The case centers on part of the 2023 law that says a school employee “may not provide to a student his or her preferred personal title or pronouns if such preferred personal title or pronouns do not correspond to his or her sex.” The state defines sex as what was assigned at birth.
Attorneys from the Southern Poverty Law Center, Southern Legal Counsel and the law firm Altshuler Berzon LLP filed the lawsuit and named as plaintiffs Wood, Schwandes and a Lee County teacher identified as Jane Doe. The lawsuit names numerous defendants, including the state Department of Education, the State Board of Education, the Hillsborough County School Board, the Lee County School Board and the Florida Virtual School Board of Trustees.

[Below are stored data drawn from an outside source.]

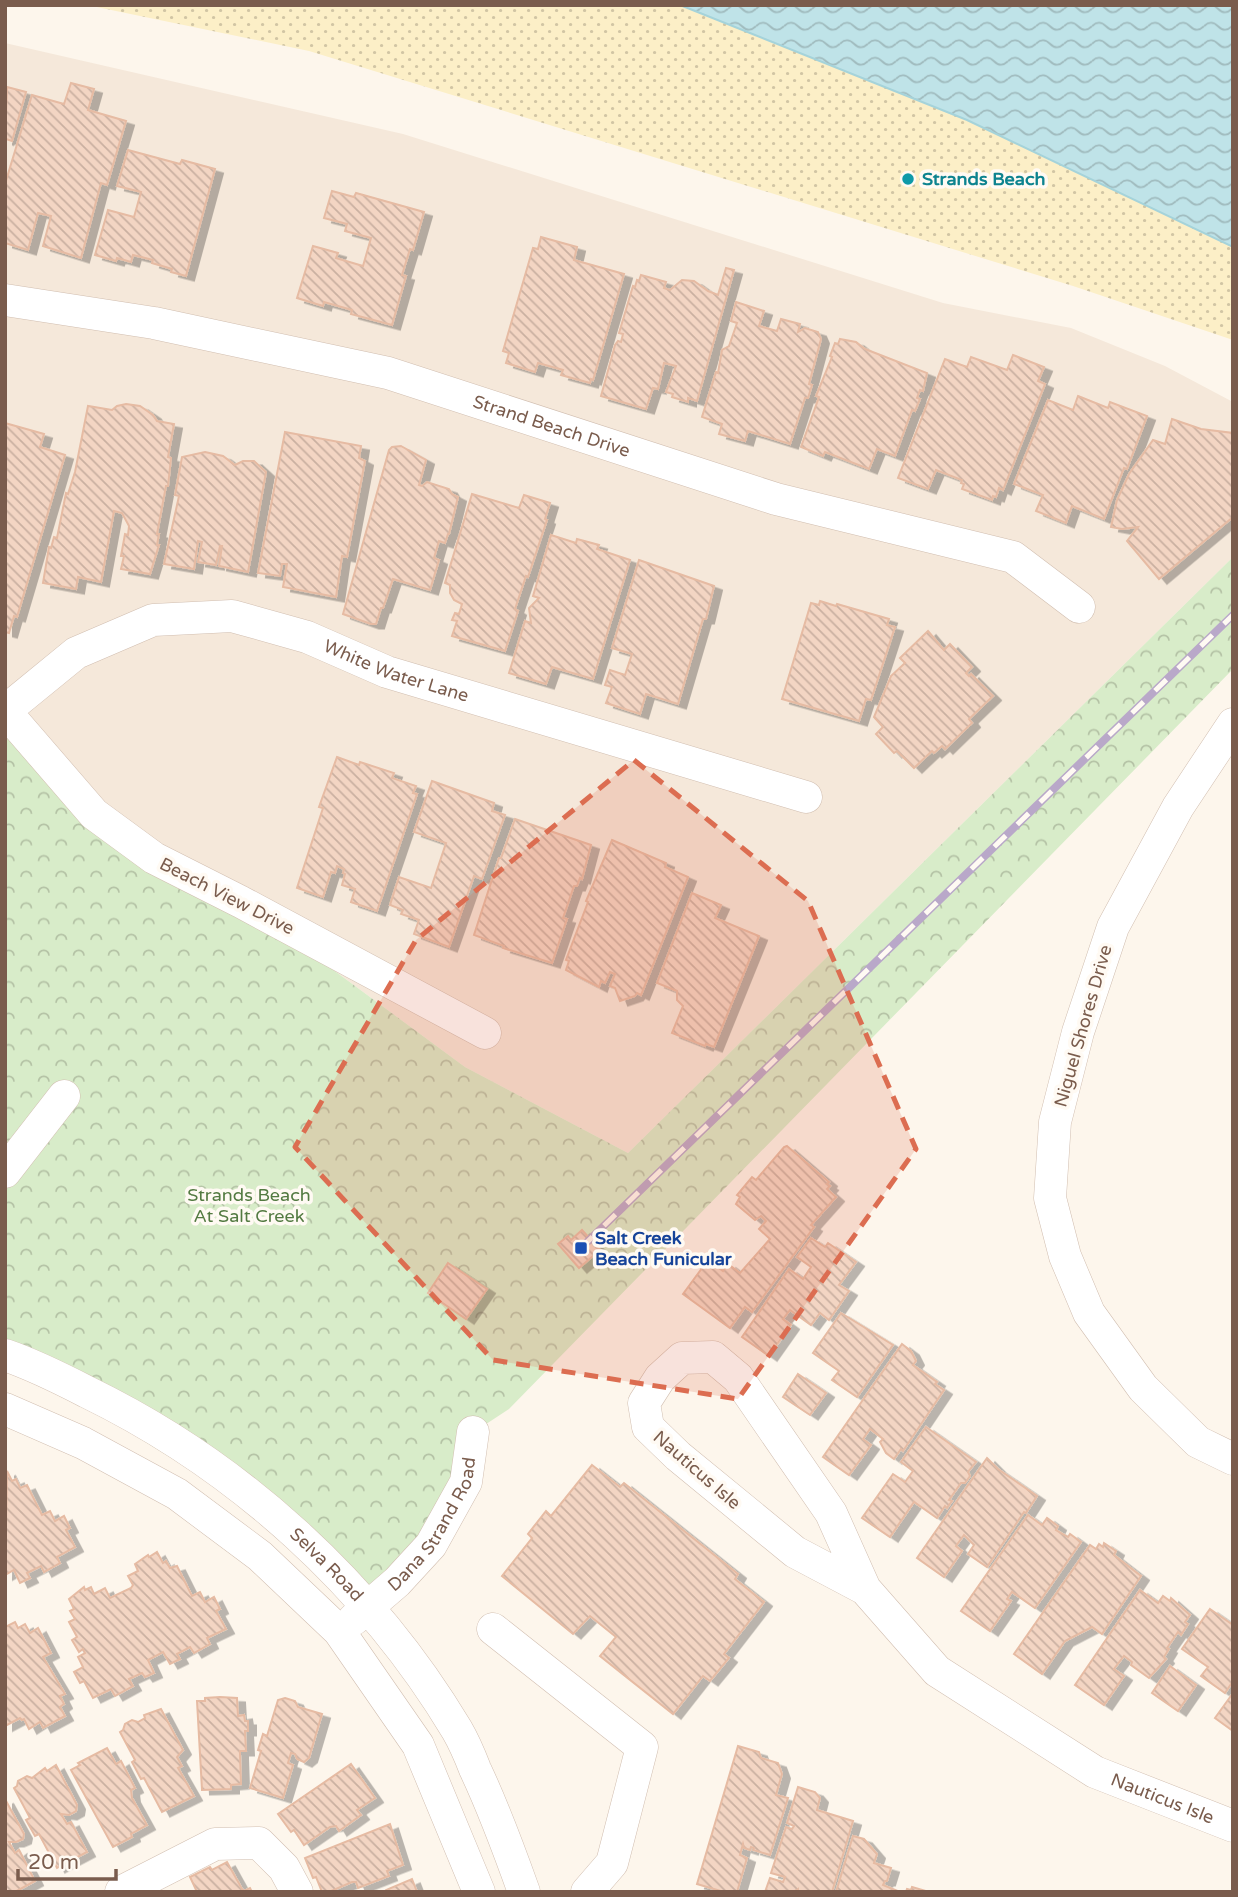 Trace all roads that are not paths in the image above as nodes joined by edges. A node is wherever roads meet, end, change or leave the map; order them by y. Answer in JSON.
{"nodes":[{"id":1,"x":5,"y":300,"type":"edge"},
{"id":2,"x":1079,"y":607,"type":"dead end"},
{"id":3,"x":5,"y":711,"type":"edge"},
{"id":4,"x":1233,"y":724,"type":"edge"},
{"id":5,"x":806,"y":797,"type":"dead end"},
{"id":6,"x":485,"y":1033,"type":"dead end"},
{"id":7,"x":64,"y":1096,"type":"dead end"},
{"id":8,"x":5,"y":1172,"type":"edge"},
{"id":9,"x":5,"y":1355,"type":"edge"},
{"id":10,"x":5,"y":1409,"type":"edge"},
{"id":11,"x":474,"y":1432,"type":"dead end"},
{"id":12,"x":1233,"y":1459,"type":"edge"},
{"id":13,"x":866,"y":1589,"type":"junction"},
{"id":14,"x":369,"y":1607,"type":"junction"},
{"id":15,"x":493,"y":1629,"type":"dead end"},
{"id":16,"x":339,"y":1630,"type":"junction"},
{"id":17,"x":1233,"y":1826,"type":"edge"},
{"id":18,"x":121,"y":1892,"type":"edge"},
{"id":19,"x":297,"y":1892,"type":"edge"},
{"id":20,"x":479,"y":1892,"type":"edge"},
{"id":21,"x":524,"y":1892,"type":"edge"},
{"id":22,"x":587,"y":1892,"type":"edge"}],
"edges":[{"from":1,"to":2,"type":"street","name":"Strand Beach Drive"},
{"from":3,"to":5,"type":"street","name":"White Water Lane"},
{"from":3,"to":6,"type":"street","name":"Beach View Drive"},
{"from":4,"to":12,"type":"street","name":"Niguel Shores Drive"},
{"from":7,"to":8,"type":"street"},
{"from":9,"to":14,"type":"street","name":"Selva Road"},
{"from":10,"to":16,"type":"street"},
{"from":11,"to":14,"type":"street","name":"Dana Strand Road"},
{"from":13,"to":13,"type":"street","name":"Nauticus Isle"},
{"from":13,"to":17,"type":"street","name":"Nauticus Isle"},
{"from":14,"to":16,"type":"street","name":"Dana Strand Road"},
{"from":14,"to":21,"type":"street","name":"Selva Road"},
{"from":15,"to":22,"type":"street"},
{"from":16,"to":20,"type":"street"},
{"from":18,"to":19,"type":"street"}]}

In addition to the First Amendment, the lawsuit alleges that the pronoun restrictions violate what is known as Title VII of the Civil Rights Act of 1964 because they discriminate based on sex.

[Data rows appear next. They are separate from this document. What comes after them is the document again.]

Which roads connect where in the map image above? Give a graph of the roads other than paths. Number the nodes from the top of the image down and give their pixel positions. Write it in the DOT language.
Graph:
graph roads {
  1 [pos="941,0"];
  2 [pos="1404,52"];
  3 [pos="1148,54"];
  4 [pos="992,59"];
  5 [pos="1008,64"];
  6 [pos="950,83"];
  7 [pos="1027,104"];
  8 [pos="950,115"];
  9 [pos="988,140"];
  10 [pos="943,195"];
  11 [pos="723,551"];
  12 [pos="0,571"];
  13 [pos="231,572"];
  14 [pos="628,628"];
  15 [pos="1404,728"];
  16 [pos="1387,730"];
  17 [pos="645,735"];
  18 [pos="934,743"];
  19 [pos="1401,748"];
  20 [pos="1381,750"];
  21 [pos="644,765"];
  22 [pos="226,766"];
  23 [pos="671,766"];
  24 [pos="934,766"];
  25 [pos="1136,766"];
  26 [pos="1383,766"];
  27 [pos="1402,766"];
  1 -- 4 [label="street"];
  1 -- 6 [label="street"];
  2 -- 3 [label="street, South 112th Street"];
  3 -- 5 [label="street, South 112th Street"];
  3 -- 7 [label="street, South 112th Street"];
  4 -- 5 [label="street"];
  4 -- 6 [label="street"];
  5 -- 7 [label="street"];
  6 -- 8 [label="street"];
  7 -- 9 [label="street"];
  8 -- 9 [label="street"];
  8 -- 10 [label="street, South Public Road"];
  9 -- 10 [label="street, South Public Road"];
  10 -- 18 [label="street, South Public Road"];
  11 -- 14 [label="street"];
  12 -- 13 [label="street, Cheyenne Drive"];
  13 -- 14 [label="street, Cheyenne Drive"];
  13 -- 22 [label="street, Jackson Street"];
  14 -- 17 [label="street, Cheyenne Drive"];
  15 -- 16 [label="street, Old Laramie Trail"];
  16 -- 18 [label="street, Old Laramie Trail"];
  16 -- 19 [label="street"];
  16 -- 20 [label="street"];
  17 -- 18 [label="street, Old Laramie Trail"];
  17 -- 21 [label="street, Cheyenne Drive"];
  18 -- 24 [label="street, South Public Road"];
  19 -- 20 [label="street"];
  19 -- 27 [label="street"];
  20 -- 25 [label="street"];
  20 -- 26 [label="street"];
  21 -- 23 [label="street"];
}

“Under (the state law’s) regime, although Ms. Wood, as a transgender woman, uses the title Ms. and she/her pronouns in every other aspect of her life, she faces revocation of her license and loss of her job for identifying herself as who she is because her sex is deemed male under the statute,” Wood’s preliminary injunction motion said. “Yet she would be free to use that same title and those same pronouns if her sex were deemed female. This sex-dependent outcome is precisely what Title VII prohibits.”
But in the February document, attorneys for the state said that “like any other topic, states and localities can choose how they want to address that topic in their public schools. Some may require teachers to use preferred pronouns. … Others may allow teachers to choose how to use preferred pronouns. And others, like Florida, may prohibit teachers from using preferred pronouns.”
“The choice of Florida’s elected leaders may arouse strong feelings and condemnation from those that disagree with it. But a state’s pedagogical choice to adhere to ‘the Supreme Court’s longstanding recognition that sex … is an immutable characteristic,’ does not constitute discrimination under Title VII or violate the First Amendment,” the state’s lawyers from the firm Consovoy McCarthy PLLC wrote, partially quoting a legal precedent.